Grisham’s latest novel is not a legal thriller, but an introspective mystery about greed

By: Sid Salter - November 12, 2025

Sid Salter

  • Columnist Sid Salter reviews John Grisham’s latest book, “The Widow.”

John Grisham’s latest offering is not the legal thriller his fans have come to expect – the usual rollercoaster ride through the judicial system driven by corporations, the Mob, scheming politicians, and the like, it’s a more meandering and introspective mystery about one of the Seven Deadly Sins – greed.

In “The Widow” (Doubleday, $32, 416 pages), Grisham introduces small-town Virginia attorney Simon Latch. Latch is not an up-and-coming mega-firm lawyer like “The Firm’s” Mitch McDeere, or a small-town idealist like “A Time to Kill’s” Jake Brigance, or “The Rainmaker’s” young, brave, unlikely hero Rudy Baylor.

Latch is a lawyer struggling in every phase of his life – his practice, his marriage, his children, his finances, his confidence, and his uncertainties about his ability to keep all those plates spinning. There are secret gambling debts.

Latch’s legal domain harbors no trips to the Cayman Islands to investigate mysterious wire transfers, large insurance companies with nefarious intent, or the riveting pace of most of Grisham’s prior novels.

This protagonist is a bottom rung attorney who does $250 wills, land titles, and other relatively plebeian legal tasks that don’t generate lucrative fees. Latch, mired in failures, the consequences of his own shortcomings, and the inertia of his surroundings, finds solace in the dream of a big score that will solve his woes.

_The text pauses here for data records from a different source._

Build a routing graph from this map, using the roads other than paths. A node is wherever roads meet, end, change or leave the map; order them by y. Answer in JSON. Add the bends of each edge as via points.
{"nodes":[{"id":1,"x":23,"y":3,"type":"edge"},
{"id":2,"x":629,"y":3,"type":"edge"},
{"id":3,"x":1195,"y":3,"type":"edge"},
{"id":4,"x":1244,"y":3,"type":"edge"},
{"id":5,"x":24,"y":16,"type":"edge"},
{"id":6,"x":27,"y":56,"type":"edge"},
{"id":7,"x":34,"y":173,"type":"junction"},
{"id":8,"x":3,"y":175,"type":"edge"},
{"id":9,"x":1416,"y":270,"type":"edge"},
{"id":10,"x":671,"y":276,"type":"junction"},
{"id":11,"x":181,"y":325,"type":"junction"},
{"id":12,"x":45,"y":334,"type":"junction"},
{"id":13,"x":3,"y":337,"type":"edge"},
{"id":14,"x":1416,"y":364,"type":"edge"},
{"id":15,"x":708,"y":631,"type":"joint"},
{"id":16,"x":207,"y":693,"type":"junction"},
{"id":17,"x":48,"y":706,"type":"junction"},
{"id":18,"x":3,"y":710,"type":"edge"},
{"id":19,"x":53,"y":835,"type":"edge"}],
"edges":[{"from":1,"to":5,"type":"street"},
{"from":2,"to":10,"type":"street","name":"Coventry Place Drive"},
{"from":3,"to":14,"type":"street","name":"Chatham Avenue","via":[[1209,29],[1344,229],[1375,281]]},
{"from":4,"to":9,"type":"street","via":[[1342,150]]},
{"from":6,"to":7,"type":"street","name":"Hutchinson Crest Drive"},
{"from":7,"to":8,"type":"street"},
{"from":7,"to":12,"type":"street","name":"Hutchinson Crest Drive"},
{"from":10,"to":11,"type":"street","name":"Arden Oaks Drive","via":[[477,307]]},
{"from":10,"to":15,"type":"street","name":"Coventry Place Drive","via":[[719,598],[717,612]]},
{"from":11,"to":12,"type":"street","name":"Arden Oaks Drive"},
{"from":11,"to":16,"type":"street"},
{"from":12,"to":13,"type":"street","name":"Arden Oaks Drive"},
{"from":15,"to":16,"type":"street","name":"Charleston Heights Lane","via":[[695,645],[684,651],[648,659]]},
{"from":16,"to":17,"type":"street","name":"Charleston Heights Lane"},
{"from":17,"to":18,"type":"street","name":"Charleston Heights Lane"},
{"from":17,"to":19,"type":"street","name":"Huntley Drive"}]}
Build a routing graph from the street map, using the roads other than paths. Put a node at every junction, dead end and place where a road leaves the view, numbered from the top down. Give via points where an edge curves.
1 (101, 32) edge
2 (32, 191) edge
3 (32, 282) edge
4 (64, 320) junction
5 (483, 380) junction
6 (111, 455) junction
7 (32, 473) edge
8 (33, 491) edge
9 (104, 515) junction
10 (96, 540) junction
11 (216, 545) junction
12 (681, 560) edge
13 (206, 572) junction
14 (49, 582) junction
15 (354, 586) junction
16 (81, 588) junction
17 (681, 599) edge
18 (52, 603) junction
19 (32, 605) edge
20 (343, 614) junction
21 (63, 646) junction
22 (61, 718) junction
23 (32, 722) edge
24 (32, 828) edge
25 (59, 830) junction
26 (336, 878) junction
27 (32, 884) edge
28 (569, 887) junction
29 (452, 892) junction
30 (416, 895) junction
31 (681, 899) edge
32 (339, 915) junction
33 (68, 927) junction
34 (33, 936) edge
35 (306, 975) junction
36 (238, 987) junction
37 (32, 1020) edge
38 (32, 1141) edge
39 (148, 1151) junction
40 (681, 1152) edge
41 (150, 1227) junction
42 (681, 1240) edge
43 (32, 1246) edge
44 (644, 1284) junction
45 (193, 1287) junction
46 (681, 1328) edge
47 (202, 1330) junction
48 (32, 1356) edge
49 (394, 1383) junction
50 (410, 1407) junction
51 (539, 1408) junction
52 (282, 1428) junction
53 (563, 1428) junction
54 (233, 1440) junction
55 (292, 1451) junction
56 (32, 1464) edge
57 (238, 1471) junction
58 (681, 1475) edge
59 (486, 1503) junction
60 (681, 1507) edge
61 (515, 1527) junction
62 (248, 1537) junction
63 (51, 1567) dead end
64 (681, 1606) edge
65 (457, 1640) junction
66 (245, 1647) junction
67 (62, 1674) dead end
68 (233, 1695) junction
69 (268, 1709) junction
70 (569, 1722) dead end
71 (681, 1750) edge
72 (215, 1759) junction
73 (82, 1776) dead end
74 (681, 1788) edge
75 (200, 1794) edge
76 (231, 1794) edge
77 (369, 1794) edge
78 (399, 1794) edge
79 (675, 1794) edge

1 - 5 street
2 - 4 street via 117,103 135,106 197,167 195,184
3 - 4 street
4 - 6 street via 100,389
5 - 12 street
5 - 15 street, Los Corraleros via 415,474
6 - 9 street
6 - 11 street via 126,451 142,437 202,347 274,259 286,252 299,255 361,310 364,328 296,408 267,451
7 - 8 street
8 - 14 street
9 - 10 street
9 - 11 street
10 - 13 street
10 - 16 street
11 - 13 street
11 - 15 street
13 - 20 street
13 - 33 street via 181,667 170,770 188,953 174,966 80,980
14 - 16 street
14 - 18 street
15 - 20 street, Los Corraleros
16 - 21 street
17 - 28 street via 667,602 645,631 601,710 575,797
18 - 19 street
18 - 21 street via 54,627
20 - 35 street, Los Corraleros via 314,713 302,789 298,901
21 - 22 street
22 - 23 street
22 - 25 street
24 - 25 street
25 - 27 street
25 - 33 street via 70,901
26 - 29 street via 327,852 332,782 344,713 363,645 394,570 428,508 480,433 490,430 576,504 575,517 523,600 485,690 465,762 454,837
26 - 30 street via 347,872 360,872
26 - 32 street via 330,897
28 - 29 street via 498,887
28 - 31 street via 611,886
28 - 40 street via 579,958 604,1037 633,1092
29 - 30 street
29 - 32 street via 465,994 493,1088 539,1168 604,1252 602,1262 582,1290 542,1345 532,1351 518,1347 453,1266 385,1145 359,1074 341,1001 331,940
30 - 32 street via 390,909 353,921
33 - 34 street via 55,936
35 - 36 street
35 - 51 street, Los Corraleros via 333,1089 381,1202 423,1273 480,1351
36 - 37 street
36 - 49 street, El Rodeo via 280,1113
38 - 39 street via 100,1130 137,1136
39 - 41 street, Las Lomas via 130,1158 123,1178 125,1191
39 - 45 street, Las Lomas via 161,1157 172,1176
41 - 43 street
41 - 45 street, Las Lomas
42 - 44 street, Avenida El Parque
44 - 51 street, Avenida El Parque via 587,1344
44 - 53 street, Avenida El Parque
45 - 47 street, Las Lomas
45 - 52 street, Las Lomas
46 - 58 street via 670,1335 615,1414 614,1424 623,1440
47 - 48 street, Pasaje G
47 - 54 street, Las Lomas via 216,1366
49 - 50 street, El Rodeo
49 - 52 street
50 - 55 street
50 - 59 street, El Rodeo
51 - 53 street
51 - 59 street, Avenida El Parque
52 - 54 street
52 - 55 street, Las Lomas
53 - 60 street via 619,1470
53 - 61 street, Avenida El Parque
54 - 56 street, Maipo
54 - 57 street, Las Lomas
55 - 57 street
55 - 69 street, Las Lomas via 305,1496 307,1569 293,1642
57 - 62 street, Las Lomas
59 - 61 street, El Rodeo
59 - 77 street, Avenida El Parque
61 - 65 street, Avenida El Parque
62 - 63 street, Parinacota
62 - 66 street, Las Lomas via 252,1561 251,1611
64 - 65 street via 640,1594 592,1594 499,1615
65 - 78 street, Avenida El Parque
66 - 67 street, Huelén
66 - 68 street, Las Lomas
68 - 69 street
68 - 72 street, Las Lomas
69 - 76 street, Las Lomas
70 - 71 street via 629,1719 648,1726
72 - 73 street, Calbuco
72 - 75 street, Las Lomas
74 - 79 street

Enter Eleanor “Netty” Barnett, a local widow seeking Latch’s help in drawing up a new will. She fears that her existing will, prepared by another local attorney whom Latch considers a rival, Wally Thackerman, is a scheme to gain control of her money. Netty’s story tumbles out, and Simon Latch is seized by the feeling that, in the form of Netty’s apparently substantial fortune from her dead husband (millions in blue chip stocks), he may see his own financial salvation.

Latch promises Netty relief from the perceived threats from her previous will, but at the same instant, he is scheming and planning his own skimming of the widow’s fortune. For her part, Netty is no one’s fool. She wants to disinherit a pair of stepsons.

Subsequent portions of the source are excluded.